Functions on the other hand are typed, which makes them more strict or, phrased negatively, less flexible. Consider the functions

inline
uintmax_t absU(uintmax_t a) {
  return a;
}
inline
uintmax_t absS(uintmax_t a) {
   return (-a < a) ? -a : a;
}

The first implements the trivial abs function for an unsigned integral type. The second implements it for a signed type. (Yes, it takes an unsigned as argument, this is for purpose.)

We may use these with any integral type. But, the return type will always be of the largest width and there is a certain difficulty on knowing how do choose between the two.

Now with the following macro

#define ABS(T, A) ((T)(P99_ISSIGNED(T) ? absS : absU)(A))

we have implemented a

  • family of functions
  • that works for any integral type
  • that evaluates its argument only once
  • for which any recent and decent compiler will create optimal code

Well, I admit that doing this with abs is a bit artificial, but I hope you get the picture.

Misnomers in C

C has many misnomers concerning keywords. Here I give a table of possible keywords and convenient macro names that might replace them. New keywords in future C standards usually start with an underscore and a capital letter. Macros in new header files may be just convenient names. (For an example take the inclusion of _Bool and bool into C99).

This is not completely serious, but it might give you an idea of the different concepts. It also should emphasize the fact that none of these keywords is ignored by a conforming C compiler. If you have any ideas of other keywords or other possible namings, please let me know.

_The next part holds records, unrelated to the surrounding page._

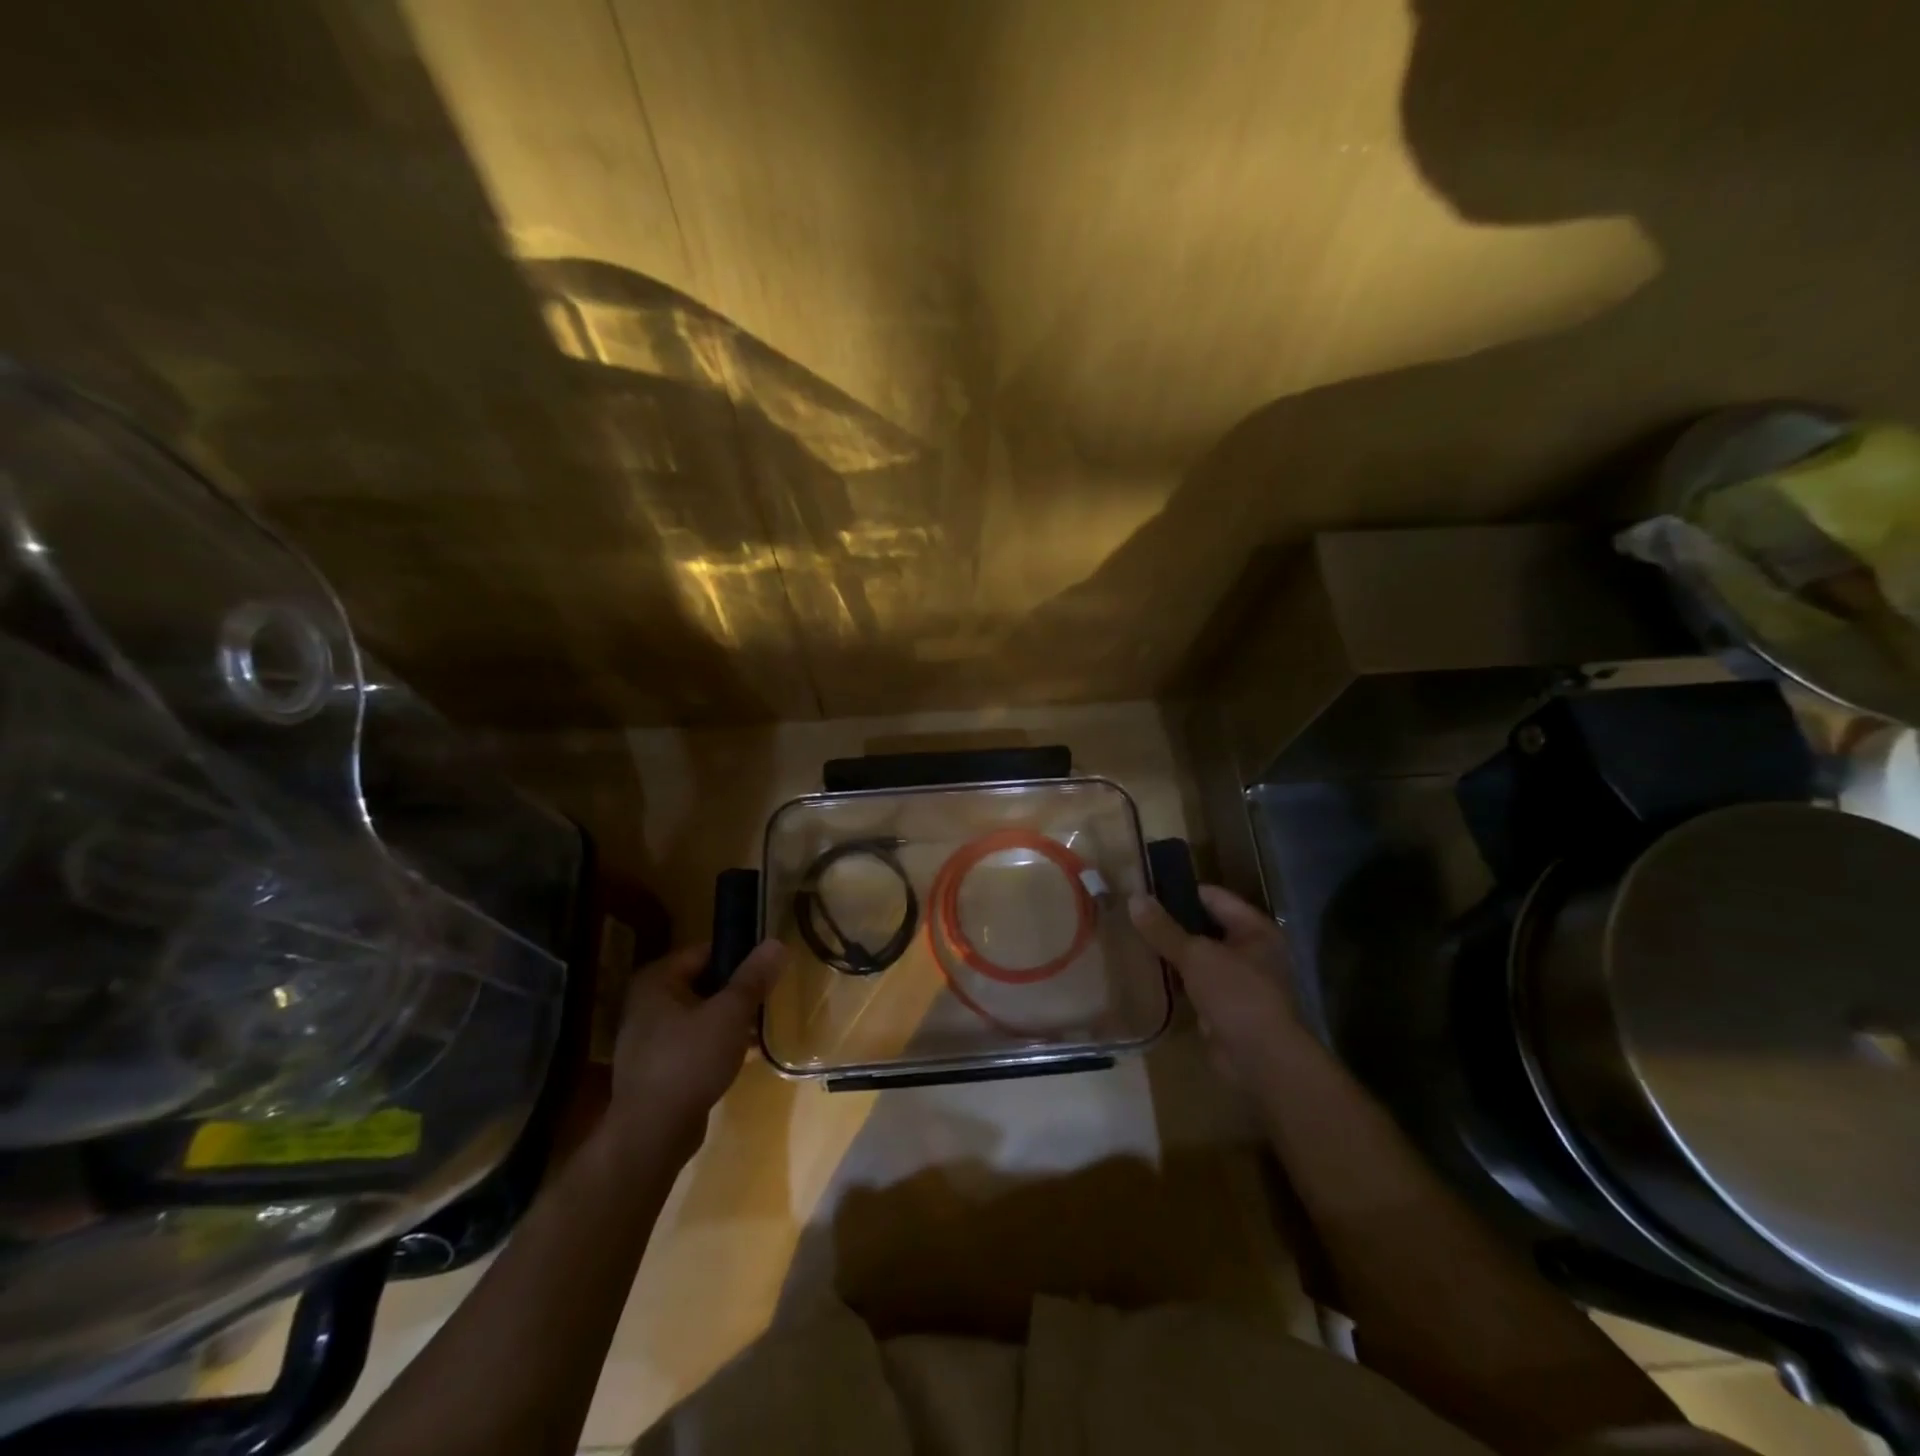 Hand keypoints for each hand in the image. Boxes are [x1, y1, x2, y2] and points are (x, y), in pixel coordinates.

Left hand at [604, 939, 785, 1162]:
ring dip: (728, 1020)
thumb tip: (777, 942)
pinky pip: (692, 1043)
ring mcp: (647, 1038)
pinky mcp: (655, 1068)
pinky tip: (741, 1056)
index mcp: (656, 981)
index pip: (705, 952)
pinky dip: (715, 1044)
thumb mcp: (730, 1013)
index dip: (739, 957)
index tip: (767, 970)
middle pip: (703, 983)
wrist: (652, 1135)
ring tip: (759, 1029)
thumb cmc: (690, 1061)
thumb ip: (754, 977)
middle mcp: (645, 1003)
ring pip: (699, 1015)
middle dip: (736, 993)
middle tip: (767, 1000)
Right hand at [1128, 886, 1305, 1088]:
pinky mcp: (1223, 1006)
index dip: (1179, 891)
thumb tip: (1134, 898)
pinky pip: (1194, 984)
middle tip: (1132, 915)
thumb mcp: (1196, 955)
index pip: (1212, 896)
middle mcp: (1250, 950)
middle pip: (1204, 926)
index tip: (1144, 890)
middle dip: (1171, 923)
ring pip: (1197, 957)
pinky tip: (1146, 973)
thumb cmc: (1236, 994)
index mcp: (1253, 929)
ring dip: (1171, 953)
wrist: (1261, 1059)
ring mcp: (1237, 980)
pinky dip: (1174, 980)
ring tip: (1133, 940)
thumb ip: (1163, 928) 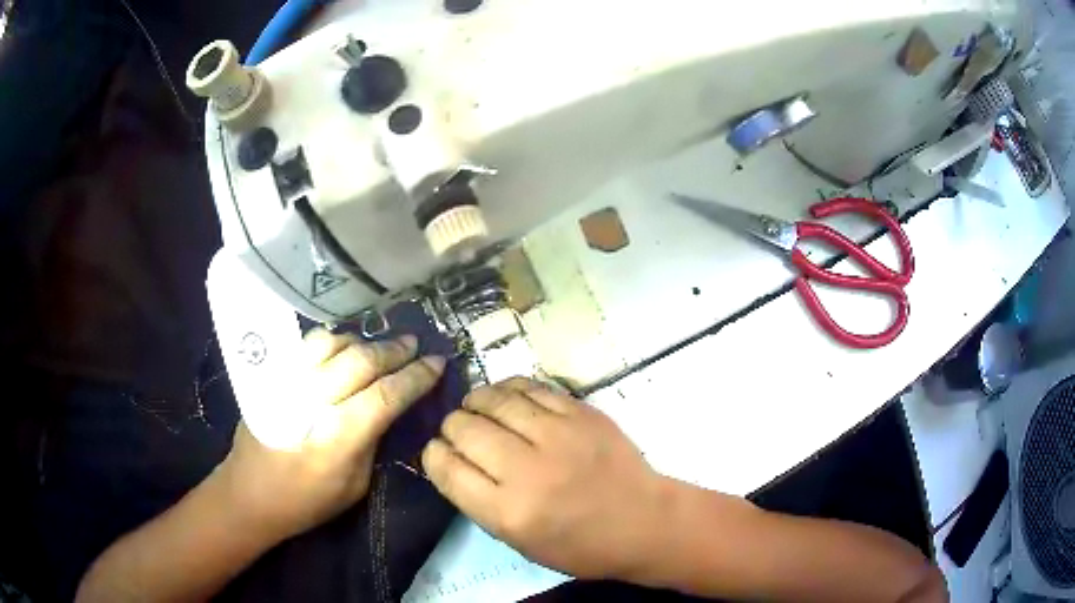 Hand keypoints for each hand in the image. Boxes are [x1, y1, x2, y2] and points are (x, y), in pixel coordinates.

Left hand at [217, 329, 444, 541]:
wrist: (249, 492)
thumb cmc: (306, 500)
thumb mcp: (355, 486)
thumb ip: (373, 442)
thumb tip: (390, 408)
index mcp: (337, 439)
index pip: (386, 396)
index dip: (416, 377)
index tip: (438, 363)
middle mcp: (311, 402)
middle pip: (361, 362)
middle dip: (395, 351)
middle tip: (416, 344)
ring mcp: (287, 383)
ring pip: (333, 343)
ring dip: (364, 341)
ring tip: (383, 346)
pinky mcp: (272, 376)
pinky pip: (307, 345)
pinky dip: (334, 341)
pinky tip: (346, 347)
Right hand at [421, 377, 667, 579]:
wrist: (643, 522)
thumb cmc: (580, 544)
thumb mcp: (518, 541)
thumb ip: (479, 500)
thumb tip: (452, 459)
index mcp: (507, 511)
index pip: (446, 467)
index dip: (433, 454)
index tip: (438, 452)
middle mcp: (527, 470)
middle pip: (464, 428)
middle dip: (451, 427)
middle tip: (459, 431)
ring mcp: (557, 435)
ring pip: (493, 399)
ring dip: (475, 402)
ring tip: (476, 408)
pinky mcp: (580, 413)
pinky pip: (529, 387)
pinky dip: (508, 389)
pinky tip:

keyword/macro replacement macro comment
and_eq &= and_assign is an assignment not a comparison
const _Immutable immutable
_Invariant invariant
char _Byte byte in combination with signed and unsigned
inline _Negligible negligible
or_eq |= or_assign is an assignment not a comparison

register
_Addressless addressless


static

_Intern intern for use in file scope
_Common common for use in function scope
_Atleast atleast for use in parameter declaration. A similar proposal was rejected by the standards committee
typedef _Typealias typealias Doesn’t define a type
union _Overlay overlay
unsigned _Modulo modulo unsigned integers just implement computation modulo a power of 2
xor_eq ^= xor_assign is an assignment not a comparison

Edit: I changed

  • once to common, because this reflects better that this is a variable that is common to all invocations of a function.
  • synonym to typealias, to stay closer to the original

A common misconception: the register keyword

Since probably its beginnings C has the register keyword and I recently read several times that it has no effect and would be ignored by the compiler. This is a misconception of what this keyword does and what it is meant to do. Unfortunately, this is just due to the misnoming of the feature as register. One of the misnomers that we encounter in C, others being static, inline and const.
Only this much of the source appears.